On the other hand, hypoglycaemia (blood sugar levels that are too low), may cause a lack of concentration, sweating, nausea and vomiting, tiredness, anxiety, irritability, aggressive behaviour, depression, disturbed vision, shakiness, dizziness, rapid heartbeat, angina pain, and high blood pressure (Mahan & Escott-Stump, 2000). If left untreated serious hypoglycaemia can result in brain damage or even trigger a heart attack. It is not surprising that diabeti formal items in navy blue ... c patients who have experienced such symptoms can become fearful and feel threatened.

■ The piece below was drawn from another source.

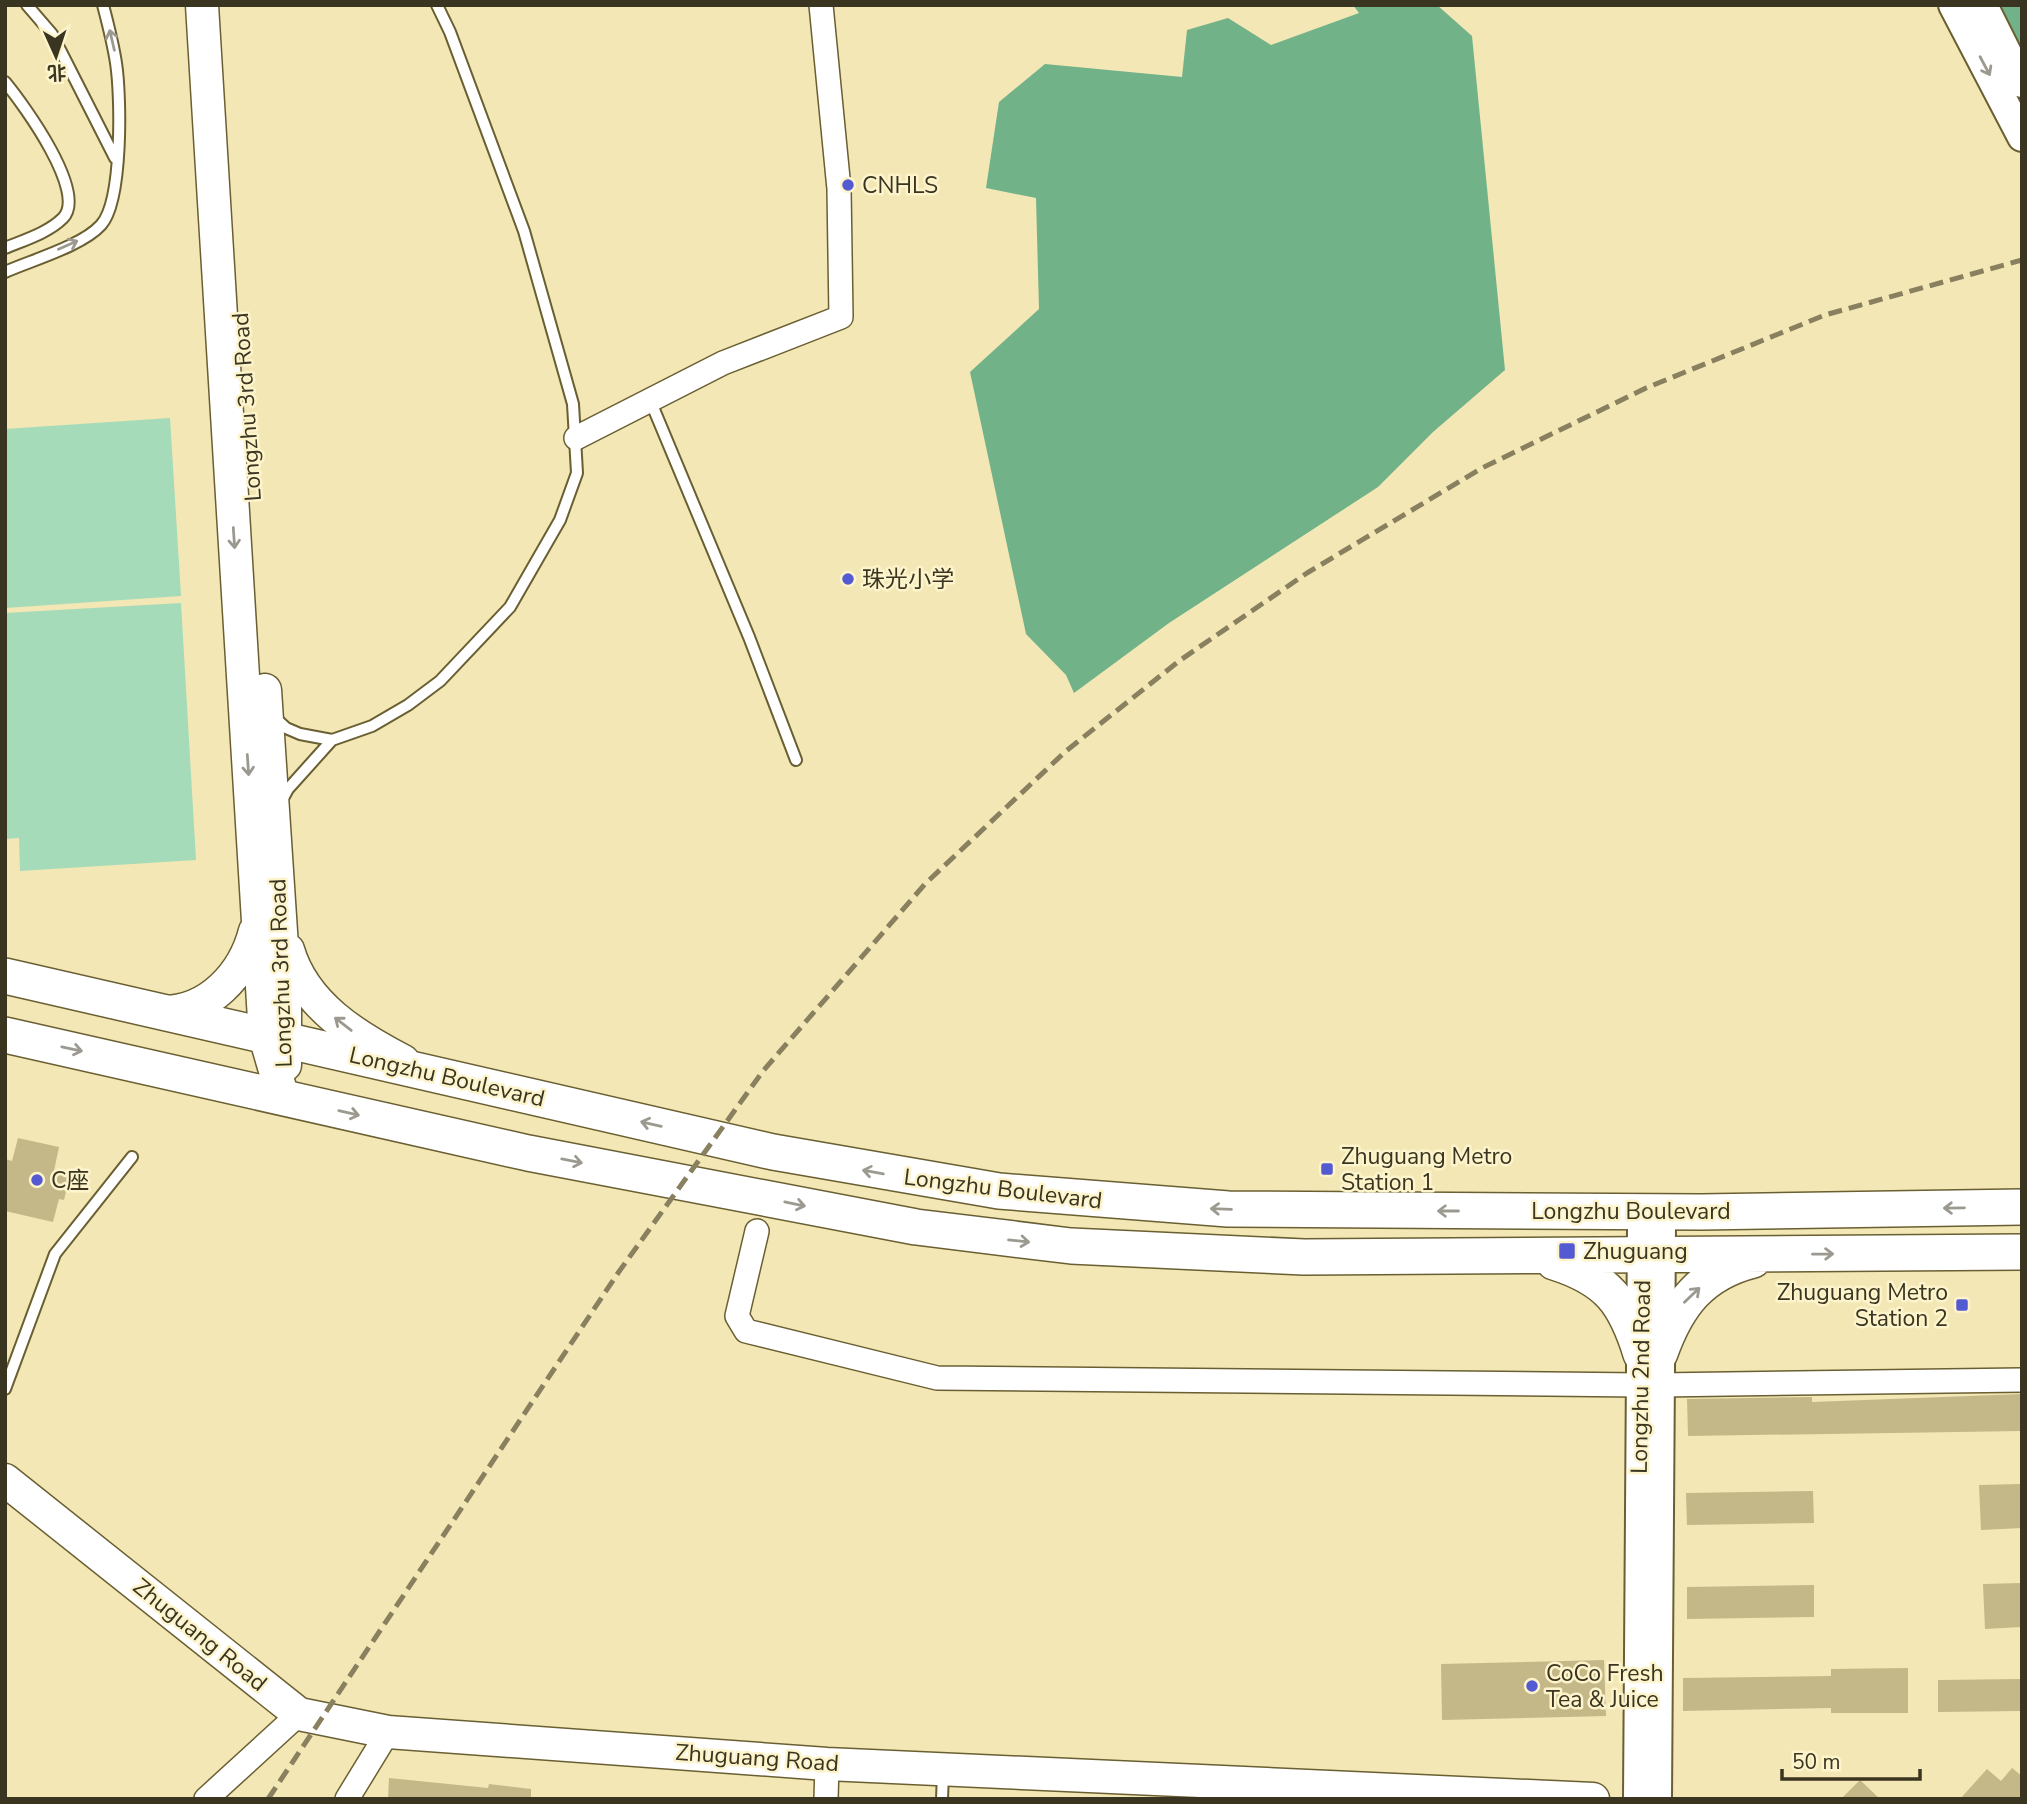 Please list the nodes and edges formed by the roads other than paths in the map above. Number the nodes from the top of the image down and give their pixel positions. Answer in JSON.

Diabetics should always have some high-GI foods (sugar, glucose tablets, sugar-sweetened cold drink) readily available at all times so that they can restore their blood sugar levels rapidly at the first sign of any of the above mentioned symptoms. As soon as you start feeling better, eat a low-GI food (low-GI bread with cheese or a boiled egg or nuts) to stabilise your blood sugar levels.
Your dietician and your doctor will help you to plan for hyper- and hypoglycaemic emergencies and how to prevent them. Prevention of blood sugar fluctuations is still the best remedy to keeping your life on an even keel, so that you do not develop psychological problems to complicate your physical condition.